Here, it is undisputed that EPD was not in the business of providing or selling alcohol beverages, was not licensed to sell alcohol beverages, and the employee did not purchase or pay for the beer provided by EPD. Therefore, EPD could not be liable as a licensee under the exceptions to § 12-47-801(3).
Further, plaintiffs do not contend that the employee was acting within the scope of his employment when he was drinking beer or while driving his car, and they make no claim based on the doctrine of respondeat superior. All of plaintiffs' claims, although premised on different legal theories, are based on injuries and damages allegedly suffered because EPD provided beer to the employee and his subsequent operation of his own vehicle while intoxicated. Hence, EPD could be liable, if at all, only as a social host under the exceptions to § 12-47-801(4), but those exceptions do not apply.

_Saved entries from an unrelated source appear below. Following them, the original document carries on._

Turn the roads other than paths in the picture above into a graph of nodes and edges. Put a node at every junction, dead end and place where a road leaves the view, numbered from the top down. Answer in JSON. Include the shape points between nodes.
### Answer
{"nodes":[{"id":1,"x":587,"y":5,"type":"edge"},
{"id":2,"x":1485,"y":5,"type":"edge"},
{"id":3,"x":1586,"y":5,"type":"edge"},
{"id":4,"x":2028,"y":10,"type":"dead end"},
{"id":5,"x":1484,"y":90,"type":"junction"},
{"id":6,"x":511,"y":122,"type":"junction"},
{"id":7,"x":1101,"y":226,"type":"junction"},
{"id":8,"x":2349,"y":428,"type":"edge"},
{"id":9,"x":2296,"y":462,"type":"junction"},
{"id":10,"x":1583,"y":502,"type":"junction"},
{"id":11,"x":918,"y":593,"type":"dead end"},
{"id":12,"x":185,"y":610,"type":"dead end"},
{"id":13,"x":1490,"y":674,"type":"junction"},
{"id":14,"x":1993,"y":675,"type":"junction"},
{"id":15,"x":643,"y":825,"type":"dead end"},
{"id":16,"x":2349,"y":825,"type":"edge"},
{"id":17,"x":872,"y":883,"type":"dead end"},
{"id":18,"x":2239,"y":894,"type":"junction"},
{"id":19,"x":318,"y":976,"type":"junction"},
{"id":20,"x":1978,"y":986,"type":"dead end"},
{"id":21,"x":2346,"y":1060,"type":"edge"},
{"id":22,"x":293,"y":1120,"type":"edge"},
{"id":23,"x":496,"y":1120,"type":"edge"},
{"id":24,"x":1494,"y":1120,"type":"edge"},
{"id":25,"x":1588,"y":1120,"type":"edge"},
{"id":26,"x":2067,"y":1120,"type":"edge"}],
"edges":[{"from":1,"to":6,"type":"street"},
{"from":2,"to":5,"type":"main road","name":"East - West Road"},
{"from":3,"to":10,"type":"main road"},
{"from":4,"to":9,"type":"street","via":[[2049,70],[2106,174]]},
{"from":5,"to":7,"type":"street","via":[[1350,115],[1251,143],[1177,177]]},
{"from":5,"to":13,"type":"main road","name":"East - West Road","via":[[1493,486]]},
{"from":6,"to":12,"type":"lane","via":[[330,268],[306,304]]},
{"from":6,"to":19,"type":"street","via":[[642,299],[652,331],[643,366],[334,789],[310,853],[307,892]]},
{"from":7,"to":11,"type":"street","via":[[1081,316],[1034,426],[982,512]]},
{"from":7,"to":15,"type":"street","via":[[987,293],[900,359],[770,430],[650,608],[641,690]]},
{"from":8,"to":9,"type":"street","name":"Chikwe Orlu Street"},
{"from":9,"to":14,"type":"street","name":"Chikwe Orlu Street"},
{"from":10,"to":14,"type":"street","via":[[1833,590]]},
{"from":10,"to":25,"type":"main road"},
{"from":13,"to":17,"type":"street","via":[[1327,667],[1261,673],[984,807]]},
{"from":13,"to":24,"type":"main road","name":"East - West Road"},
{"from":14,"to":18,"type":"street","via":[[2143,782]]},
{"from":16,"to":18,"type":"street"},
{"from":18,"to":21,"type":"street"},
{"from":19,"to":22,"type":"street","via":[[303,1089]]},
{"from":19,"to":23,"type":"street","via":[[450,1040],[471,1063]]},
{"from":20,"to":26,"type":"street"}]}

Plaintiffs argue that EPD and its employee did not have a social host-guest relationship because they had an employer-employee relationship. Thus, they assert that § 12-47-801(4) does not apply, and EPD can be liable for their damages if it negligently supervised the employee who became intoxicated on its premises on beer it furnished. We do not agree.
Section 12-47-801, which provides the only basis for a cause of action for furnishing alcohol beverages, does not provide a cause of action based on an employer-employee relationship.